Полтавская победа в корне изменила ход войны, положила резкую грань между тем, что было до нее, и последующими событиями на театре военных действий. И Петр, как все русские люди, очень хорошо это понимал. Как и повелось в пору успехов русского оружия, новую и такую блистательную викторию отпраздновали пышно и торжественно, с выдумкой, на что был великий мастер сам царь. Согласно замыслу его, по улицам и площадям Москвы прошли войска победителей, провели более двадцати двух тысяч пленных шведов (взятых под Лесной и Полтавой) и бесчисленные трофеи. В числе пленных шествовал первый министр короля граф Пипер, а среди трофеев везли и носилки, на которых находился Карл во время сражения. На новый 1710 год жители Москвы увидели другое, не менее пышное действо — после торжественного молебна в Успенском соборе Кремля зажгли огромный фейрверк по случаю той же Полтавской виктории.

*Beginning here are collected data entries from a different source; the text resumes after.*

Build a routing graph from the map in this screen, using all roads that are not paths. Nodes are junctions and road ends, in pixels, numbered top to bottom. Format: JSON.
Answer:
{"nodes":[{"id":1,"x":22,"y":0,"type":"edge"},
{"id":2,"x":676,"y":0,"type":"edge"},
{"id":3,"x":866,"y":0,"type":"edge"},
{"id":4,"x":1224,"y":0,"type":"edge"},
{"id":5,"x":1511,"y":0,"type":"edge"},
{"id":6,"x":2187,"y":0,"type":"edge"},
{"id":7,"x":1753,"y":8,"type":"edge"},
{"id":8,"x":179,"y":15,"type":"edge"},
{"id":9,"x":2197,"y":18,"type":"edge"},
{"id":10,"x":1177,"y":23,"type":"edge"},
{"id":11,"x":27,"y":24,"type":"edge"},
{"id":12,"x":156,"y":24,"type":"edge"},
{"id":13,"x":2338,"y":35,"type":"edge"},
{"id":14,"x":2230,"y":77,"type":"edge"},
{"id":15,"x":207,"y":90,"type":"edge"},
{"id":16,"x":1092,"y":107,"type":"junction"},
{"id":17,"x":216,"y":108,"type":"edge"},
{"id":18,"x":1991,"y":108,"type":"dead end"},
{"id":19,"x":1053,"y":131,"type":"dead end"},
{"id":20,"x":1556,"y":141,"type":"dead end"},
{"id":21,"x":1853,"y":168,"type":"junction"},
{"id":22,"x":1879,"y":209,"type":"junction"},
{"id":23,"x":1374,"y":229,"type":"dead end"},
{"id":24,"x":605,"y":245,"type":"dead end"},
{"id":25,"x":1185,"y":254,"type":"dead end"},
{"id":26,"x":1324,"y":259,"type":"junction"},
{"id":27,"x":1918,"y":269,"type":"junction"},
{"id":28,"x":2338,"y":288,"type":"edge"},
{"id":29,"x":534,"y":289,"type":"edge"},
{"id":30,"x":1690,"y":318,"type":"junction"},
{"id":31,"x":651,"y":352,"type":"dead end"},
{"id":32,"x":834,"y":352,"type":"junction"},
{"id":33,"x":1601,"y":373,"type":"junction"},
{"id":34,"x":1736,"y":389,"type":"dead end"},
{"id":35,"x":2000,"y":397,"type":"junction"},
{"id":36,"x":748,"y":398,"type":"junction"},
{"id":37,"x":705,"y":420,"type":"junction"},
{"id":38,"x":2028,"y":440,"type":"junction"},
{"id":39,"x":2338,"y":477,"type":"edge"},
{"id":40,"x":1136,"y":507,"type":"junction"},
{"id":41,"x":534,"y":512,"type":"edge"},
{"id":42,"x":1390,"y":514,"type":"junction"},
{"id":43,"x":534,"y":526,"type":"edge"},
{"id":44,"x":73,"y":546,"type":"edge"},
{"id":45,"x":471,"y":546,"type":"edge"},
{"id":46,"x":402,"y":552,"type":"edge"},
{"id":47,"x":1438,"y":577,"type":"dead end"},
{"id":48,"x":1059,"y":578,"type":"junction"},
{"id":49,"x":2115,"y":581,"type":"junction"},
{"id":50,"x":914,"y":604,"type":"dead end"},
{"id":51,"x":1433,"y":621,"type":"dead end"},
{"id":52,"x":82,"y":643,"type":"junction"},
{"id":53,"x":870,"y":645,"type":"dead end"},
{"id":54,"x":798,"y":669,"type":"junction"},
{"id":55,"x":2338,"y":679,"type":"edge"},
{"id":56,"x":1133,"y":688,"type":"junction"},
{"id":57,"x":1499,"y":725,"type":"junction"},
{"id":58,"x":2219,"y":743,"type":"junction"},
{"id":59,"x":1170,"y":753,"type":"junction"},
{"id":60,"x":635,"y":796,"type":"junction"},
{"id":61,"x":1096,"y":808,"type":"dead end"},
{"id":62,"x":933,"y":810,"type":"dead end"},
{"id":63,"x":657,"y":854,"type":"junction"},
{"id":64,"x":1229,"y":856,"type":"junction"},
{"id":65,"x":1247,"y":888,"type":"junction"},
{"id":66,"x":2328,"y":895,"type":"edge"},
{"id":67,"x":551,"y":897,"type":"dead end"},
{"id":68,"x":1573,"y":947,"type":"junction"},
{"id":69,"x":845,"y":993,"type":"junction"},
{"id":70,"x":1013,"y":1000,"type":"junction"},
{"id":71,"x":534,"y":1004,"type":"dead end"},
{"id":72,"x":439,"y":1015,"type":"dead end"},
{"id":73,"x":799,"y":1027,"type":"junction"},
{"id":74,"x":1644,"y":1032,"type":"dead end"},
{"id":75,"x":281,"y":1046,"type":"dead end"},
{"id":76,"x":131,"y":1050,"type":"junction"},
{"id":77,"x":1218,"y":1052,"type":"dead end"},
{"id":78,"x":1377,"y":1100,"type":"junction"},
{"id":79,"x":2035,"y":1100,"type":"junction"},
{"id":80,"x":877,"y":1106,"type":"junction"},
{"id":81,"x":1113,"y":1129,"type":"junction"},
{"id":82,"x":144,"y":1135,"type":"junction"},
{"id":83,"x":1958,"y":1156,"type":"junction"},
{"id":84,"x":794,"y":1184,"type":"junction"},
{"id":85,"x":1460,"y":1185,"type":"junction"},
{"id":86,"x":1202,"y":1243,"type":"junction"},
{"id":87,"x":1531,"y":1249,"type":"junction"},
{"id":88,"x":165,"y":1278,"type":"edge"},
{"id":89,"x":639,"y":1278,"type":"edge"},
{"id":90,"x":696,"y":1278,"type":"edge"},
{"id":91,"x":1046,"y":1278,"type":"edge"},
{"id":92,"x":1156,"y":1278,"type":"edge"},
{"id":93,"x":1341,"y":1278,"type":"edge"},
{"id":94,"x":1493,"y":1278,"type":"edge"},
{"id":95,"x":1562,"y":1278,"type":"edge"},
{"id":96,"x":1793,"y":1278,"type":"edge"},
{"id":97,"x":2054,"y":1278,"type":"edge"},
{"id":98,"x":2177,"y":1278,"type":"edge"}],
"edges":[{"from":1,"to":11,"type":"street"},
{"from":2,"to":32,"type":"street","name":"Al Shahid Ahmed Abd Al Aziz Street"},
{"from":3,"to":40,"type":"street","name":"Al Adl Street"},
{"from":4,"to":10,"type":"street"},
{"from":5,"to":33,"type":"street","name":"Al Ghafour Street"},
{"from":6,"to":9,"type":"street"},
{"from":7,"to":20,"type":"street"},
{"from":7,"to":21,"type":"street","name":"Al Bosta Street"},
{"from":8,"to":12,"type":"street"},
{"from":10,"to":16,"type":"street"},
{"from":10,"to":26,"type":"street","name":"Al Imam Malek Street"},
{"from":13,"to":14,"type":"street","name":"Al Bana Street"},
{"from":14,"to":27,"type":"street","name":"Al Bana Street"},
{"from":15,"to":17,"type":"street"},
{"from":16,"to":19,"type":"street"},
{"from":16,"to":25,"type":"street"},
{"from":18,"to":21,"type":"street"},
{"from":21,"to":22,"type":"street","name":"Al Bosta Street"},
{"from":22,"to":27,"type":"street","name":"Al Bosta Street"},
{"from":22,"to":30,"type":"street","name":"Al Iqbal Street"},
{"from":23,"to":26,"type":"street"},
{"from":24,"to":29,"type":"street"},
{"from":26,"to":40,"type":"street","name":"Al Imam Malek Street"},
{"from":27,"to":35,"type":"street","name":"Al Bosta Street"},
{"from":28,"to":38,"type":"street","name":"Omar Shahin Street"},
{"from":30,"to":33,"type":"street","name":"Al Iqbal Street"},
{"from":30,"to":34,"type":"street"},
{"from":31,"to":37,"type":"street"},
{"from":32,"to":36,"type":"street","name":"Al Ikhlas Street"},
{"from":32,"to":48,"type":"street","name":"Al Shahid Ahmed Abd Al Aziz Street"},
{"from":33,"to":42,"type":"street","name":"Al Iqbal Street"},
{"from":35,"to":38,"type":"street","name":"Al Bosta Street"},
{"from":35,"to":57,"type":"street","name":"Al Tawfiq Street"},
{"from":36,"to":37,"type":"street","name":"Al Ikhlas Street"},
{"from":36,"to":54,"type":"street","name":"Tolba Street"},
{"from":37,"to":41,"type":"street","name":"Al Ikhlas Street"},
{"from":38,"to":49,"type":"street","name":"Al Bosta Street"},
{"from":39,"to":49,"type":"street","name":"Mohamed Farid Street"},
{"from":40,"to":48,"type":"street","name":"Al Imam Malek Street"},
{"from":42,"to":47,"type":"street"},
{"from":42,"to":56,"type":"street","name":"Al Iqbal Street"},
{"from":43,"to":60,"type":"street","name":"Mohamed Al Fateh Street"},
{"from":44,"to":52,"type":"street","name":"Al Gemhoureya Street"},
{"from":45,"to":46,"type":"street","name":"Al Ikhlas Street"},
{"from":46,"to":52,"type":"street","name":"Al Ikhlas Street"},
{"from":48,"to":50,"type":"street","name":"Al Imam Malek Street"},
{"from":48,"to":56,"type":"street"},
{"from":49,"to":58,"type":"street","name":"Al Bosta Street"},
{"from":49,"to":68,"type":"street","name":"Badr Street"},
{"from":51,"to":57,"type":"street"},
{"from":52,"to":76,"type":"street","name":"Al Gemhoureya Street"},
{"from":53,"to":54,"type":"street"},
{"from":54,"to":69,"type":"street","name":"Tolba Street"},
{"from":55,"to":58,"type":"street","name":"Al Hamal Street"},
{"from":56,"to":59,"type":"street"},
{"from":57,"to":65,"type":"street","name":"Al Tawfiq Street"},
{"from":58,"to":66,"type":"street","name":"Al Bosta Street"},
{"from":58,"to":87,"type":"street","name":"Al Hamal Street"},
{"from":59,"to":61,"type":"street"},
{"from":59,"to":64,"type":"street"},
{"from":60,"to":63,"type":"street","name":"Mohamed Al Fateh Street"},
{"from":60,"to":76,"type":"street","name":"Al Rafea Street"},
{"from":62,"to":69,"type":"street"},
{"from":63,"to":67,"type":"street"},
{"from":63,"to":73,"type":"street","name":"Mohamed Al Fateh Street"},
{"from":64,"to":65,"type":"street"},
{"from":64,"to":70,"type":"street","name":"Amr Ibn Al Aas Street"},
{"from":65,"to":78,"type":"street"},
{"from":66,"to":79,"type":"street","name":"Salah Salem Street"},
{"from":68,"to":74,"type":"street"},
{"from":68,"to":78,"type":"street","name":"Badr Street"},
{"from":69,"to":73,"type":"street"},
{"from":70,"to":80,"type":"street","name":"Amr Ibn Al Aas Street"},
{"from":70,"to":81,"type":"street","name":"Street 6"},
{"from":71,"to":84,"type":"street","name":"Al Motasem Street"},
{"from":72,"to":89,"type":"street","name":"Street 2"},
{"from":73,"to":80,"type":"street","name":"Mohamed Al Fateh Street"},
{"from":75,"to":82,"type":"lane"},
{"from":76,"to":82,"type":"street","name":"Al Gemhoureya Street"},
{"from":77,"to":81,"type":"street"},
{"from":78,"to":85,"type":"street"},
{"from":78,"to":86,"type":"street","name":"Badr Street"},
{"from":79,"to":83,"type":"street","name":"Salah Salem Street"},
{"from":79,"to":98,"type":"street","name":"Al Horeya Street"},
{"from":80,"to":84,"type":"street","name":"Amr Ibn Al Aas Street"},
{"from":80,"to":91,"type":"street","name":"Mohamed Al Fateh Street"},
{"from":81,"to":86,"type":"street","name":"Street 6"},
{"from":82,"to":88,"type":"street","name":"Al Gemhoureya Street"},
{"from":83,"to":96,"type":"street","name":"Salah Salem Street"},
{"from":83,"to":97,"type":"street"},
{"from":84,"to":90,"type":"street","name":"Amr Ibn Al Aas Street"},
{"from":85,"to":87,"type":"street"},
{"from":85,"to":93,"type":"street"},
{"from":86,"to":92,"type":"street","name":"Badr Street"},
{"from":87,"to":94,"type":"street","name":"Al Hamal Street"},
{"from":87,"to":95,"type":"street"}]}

В Европе пренебрежение к России сменилось потрясением, уважением, смешанным со страхом перед ее мощью. Петр по — прежнему готов заключить мир, но, конечно, на приемлемых для России условиях. Однако Карл опять отвергает разумные предложения. Правитель, разоривший страну и погубивший армию, сам оказавшийся в положении нахлебника в чужой стране (в турецких Бендерах), держится самоуверенно, чуть ли не как победитель.
В Швецию он шлет одно за другим распоряжения о наборе солдат для продолжения войны, хотя его полуторамиллионный народ уже стонет от истощения. Но король не хочет ничего слышать; просьбы и донесения из Стокгольма он просто не принимает во внимание, приказывает их вообще ему не присылать. И стокгольмские власти слепо следуют его приказам, благодарят Господа за спасение короля; что же касается происшедшего под Полтавой, то распространяют нелепую версию: там -де двадцать тысяч шведов потерпели поражение от двухсот тысяч русских!
Правда, Швеция сохраняла некоторые надежды — у нее имелся сильный флот на Балтике, ее территория оставалась незатронутой войной, а шведские войска, помимо самой Швеции, находились в Прибалтике и Финляндии, Померании и Норвегии. Кроме того, имелись основания ожидать военной помощи от государств Западной Европы, например Англии, Голландии, Австрии с одной стороны, Франции — с другой. Их правители, исходя из своих интересов, рассчитывали привлечь Швецию на свою сторону. Теперь эти замыслы рушились. Пришлось срочно перестраивать внешнеполитические комбинации.
По словам Роберта Мэсси, американского историка, Полтава стала «грозным предупреждением» для всего мира, и «европейские политики, которые раньше уделяли делам царя немногим больше внимания, чем шаху Персии или моголу Индии, научились отныне тщательно учитывать русские интересы. Новый баланс сил, установленный тем утром пехотой Шереметева, конницей Меншикова и артиллерией Брюса, руководимых их двухметровым властелином, сохранится и разовьется в XVIII, XIX и XX веках».